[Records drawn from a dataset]
========

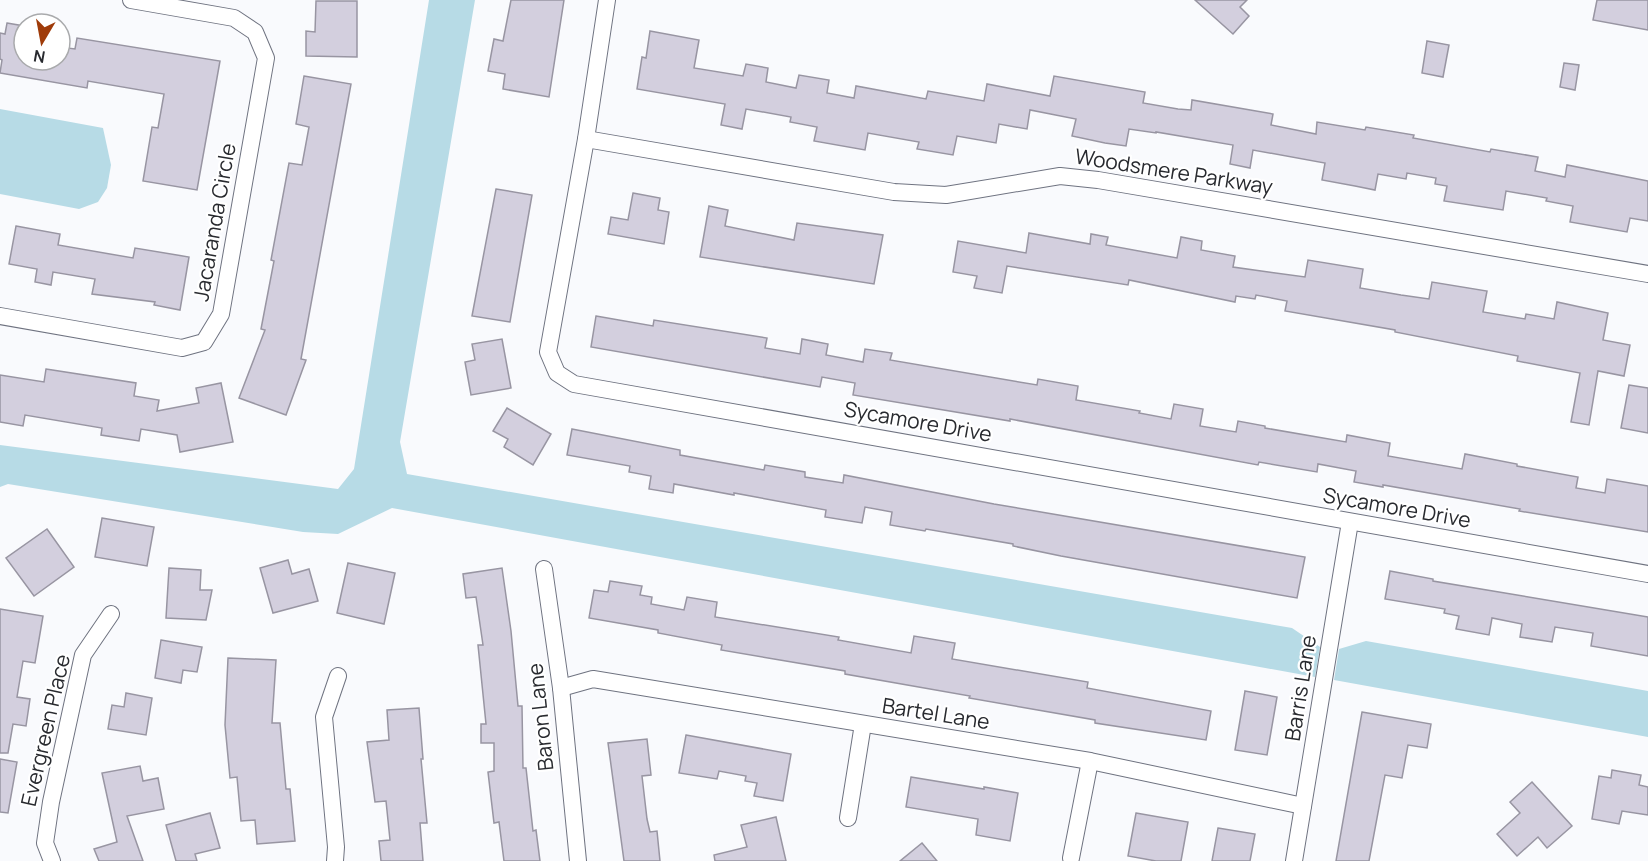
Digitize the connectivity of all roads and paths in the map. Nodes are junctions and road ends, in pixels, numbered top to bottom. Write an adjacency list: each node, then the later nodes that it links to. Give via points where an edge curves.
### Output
1 (131, 0): 5 (street, Jacaranda Circle, via 234,18 255,32 266,58 221,314 204,342 182,348)
2 (607, 0): 3 (street, Sycamore Drive)
3 (586, 139): 4 (street, Woodsmere Parkway, via 894,192 946,195 1060,176 1098,180); 6 (street, Sycamore Drive, via 548,352 557,373 574,384)
4 (1648, 274)
5 (0, 316)
6 (1350, 522): 8 (street, Sycamore Drive); 14 (street, Barris Lane)
7 (543, 569): 11 (street, Baron Lane)
8 (1648, 574)
9 (111, 614): 17 (street, Evergreen Place, via 83,655 51,802 45,843)
10 (338, 676): 18 (street, via 324,717)
11 (561, 688): 12 (street, Bartel Lane, via 593,678); 19 (street, Baron Lane)
12 (863, 724): 13 (street, Bartel Lane); 15 (street)
13 (1090, 761): 14 (street, Bartel Lane); 16 (street)
14 (1303, 806): 20 (street, Barris Lane)
15 (848, 818)
16 (1071, 858)
17 (52, 861)
18 (335, 861)
19 (578, 861)
20 (1294, 861)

========

• _Required action_: Please give back every line above exactly as it stands, without pictures.

• _Result for this exercise_:
Digitize the connectivity of all roads and paths in the map. Nodes are junctions and road ends, in pixels, numbered top to bottom. Write an adjacency list: each node, then the later nodes that it links to. Give via points where an edge curves.
### Output
1 (131, 0): 5 (street, Jacaranda Circle, via 234,18 255,32 266,58 221,314 204,342 182,348)
2 (607, 0): 3 (street, Sycamore Drive)
3 (586, 139): 4 (street, Woodsmere Parkway, via 894,192 946,195 1060,176 1098,180); 6 (street, Sycamore Drive, via 548,352 557,373 574,384)
4 (1648, 274)
5 (0, 316)
6 (1350, 522): 8 (street, Sycamore Drive); 14 (street, Barris Lane)
7 (543, 569): 11 (street, Baron Lane)
8 (1648, 574)
9 (111, 614): 17 (street, Evergreen Place, via 83,655 51,802 45,843)
10 (338, 676): 18 (street, via 324,717)
11 (561, 688): 12 (street, Bartel Lane, via 593,678); 19 (street, Baron Lane)
12 (863, 724): 13 (street, Bartel Lane); 15 (street)
13 (1090, 761): 14 (street, Bartel Lane); 16 (street)
14 (1303, 806): 20 (street, Barris Lane)
15 (848, 818)
16 (1071, 858)
17 (52, 861)
18 (335, 861)
19 (578, 861)
20 (1294, 861)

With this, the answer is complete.